# The AJ did not disappoint today!



## jspooney (Oct 2, 2007)

Left the dock at 2pm and headed South 20 miles. Dove 2 tanks and headed home as the sun went down. There were hundreds of AJ. Water was 62* and crystal clear. It may take a day or two for my boys to loosen up after the wet ride home.


----------



## FenderBender (Oct 2, 2007)

Nice work! That's a whole lot of "want to!" Chest waders over a wet wetsuit are life savers on a winter ride in. Best wind/water block there is.


----------



## jspooney (Oct 2, 2007)

FenderBender said:


> Nice work! That's a whole lot of "want to!" Chest waders over a wet wetsuit are life savers on a winter ride in. Best wind/water block there is.


Great idea.


----------



## FishnLane (Oct 1, 2007)

Jeeze Louise!!! Mother-lode!! Warm up before cleaning those monsters!! that had to be COLD!!


----------



## JoeyWelch (Sep 25, 2009)

Big Giant Balls!
It’s Cold!!!


----------



## Jason (Oct 2, 2007)

Dang great eats!!! Jeff, last time we got some donks...I smoked the heads and the backbones on some that size and got a ton of meat that would usually be thrown out!!!


----------



## specktackler57 (May 15, 2011)

Nice work


----------



## floorman1 (Jan 10, 2012)

Good work. Glad someone gave it a shot.


----------



## lastcast (Oct 12, 2007)

How thick were the Triggers?


----------



## jspooney (Oct 2, 2007)

Jason said:


> Dang great eats!!! Jeff, last time we got some donks...I smoked the heads and the backbones on some that size and got a ton of meat that would usually be thrown out!!!

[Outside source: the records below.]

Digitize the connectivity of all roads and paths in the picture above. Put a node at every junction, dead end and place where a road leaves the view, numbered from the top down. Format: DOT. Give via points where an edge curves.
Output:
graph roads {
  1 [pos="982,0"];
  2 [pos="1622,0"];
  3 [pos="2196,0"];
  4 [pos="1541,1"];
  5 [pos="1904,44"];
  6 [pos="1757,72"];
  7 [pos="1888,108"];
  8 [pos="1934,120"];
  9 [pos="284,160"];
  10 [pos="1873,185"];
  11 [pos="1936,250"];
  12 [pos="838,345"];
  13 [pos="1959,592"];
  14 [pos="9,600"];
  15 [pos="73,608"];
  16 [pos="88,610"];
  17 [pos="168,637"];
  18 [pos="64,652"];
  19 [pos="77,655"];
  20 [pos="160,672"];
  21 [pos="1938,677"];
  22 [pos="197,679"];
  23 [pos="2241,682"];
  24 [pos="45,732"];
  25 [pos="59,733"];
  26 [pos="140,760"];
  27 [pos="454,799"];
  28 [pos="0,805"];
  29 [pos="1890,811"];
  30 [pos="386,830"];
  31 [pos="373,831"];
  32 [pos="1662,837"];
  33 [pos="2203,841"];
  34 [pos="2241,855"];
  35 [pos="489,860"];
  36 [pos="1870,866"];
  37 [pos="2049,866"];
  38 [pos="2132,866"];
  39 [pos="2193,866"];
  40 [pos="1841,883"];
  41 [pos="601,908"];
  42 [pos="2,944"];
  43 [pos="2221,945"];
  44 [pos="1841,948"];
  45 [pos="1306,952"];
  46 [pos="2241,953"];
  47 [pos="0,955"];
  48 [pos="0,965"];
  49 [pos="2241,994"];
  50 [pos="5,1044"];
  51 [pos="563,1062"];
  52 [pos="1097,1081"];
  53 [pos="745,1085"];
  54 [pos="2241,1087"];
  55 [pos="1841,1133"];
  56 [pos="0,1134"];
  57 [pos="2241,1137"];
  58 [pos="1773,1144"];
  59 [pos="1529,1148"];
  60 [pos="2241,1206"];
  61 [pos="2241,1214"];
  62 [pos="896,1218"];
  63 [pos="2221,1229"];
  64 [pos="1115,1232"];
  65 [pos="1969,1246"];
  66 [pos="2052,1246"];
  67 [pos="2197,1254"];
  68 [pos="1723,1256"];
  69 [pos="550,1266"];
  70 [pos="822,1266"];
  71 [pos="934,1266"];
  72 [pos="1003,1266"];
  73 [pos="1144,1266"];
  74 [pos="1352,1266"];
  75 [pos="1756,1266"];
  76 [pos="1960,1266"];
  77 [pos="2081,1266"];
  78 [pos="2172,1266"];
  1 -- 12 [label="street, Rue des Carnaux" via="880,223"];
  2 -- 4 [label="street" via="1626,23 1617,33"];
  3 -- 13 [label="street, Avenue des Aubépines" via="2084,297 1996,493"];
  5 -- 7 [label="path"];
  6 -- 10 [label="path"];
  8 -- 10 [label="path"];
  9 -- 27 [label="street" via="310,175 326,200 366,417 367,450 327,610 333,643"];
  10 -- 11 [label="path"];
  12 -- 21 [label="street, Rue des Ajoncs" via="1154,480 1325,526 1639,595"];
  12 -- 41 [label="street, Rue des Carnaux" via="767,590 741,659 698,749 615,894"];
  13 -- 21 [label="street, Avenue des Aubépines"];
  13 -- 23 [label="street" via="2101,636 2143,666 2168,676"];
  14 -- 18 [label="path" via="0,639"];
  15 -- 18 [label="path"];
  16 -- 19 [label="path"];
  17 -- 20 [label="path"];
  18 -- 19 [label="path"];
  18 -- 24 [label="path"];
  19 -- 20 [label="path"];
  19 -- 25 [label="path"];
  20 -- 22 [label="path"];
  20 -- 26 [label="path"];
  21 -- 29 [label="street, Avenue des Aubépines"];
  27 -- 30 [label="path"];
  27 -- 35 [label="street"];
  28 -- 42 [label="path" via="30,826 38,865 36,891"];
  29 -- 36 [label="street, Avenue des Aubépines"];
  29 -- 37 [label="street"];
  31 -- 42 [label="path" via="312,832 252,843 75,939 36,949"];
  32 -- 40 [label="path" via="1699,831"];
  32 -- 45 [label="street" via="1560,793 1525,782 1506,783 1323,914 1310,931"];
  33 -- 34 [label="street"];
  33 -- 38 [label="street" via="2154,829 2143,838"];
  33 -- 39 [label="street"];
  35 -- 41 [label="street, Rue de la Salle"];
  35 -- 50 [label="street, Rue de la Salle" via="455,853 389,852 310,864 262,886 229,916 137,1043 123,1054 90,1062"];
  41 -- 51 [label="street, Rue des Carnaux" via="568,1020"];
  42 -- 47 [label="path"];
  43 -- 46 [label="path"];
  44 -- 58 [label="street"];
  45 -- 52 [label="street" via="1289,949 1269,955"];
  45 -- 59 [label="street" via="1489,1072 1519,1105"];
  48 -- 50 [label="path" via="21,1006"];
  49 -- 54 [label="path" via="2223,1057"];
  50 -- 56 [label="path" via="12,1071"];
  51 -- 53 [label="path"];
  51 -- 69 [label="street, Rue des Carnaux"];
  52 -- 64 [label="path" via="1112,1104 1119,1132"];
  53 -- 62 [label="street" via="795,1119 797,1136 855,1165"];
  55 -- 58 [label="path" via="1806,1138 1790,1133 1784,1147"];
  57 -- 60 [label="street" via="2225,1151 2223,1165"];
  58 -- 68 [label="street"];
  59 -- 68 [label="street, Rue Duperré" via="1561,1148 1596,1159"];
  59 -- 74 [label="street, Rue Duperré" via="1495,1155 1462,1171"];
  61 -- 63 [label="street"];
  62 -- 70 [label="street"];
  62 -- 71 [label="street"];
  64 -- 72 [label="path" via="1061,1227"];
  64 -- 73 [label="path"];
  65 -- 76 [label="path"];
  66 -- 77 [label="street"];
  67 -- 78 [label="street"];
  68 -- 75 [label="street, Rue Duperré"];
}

You want me to bring em to you?


----------



## jspooney (Oct 2, 2007)

lastcast said:


> How thick were the Triggers?


Where we were, not so thick. The snapper and AJ's were rediculous, though.


----------



## Jason (Oct 2, 2007)

jspooney said:


> You want me to bring em to you?


Just giving ya FYI, makes good wades smoked "tuna" dip:thumbup:


----------



## kanaka (Oct 3, 2007)

jlw1972 said:


> Big Giant Balls!
> It’s Cold!!!


Not after air temp gets to em!


----------



## jspooney (Oct 2, 2007)

kanaka said:


> Not after air temp gets to em!


TRUTH. They didn't come out of hiding till the next day.


----------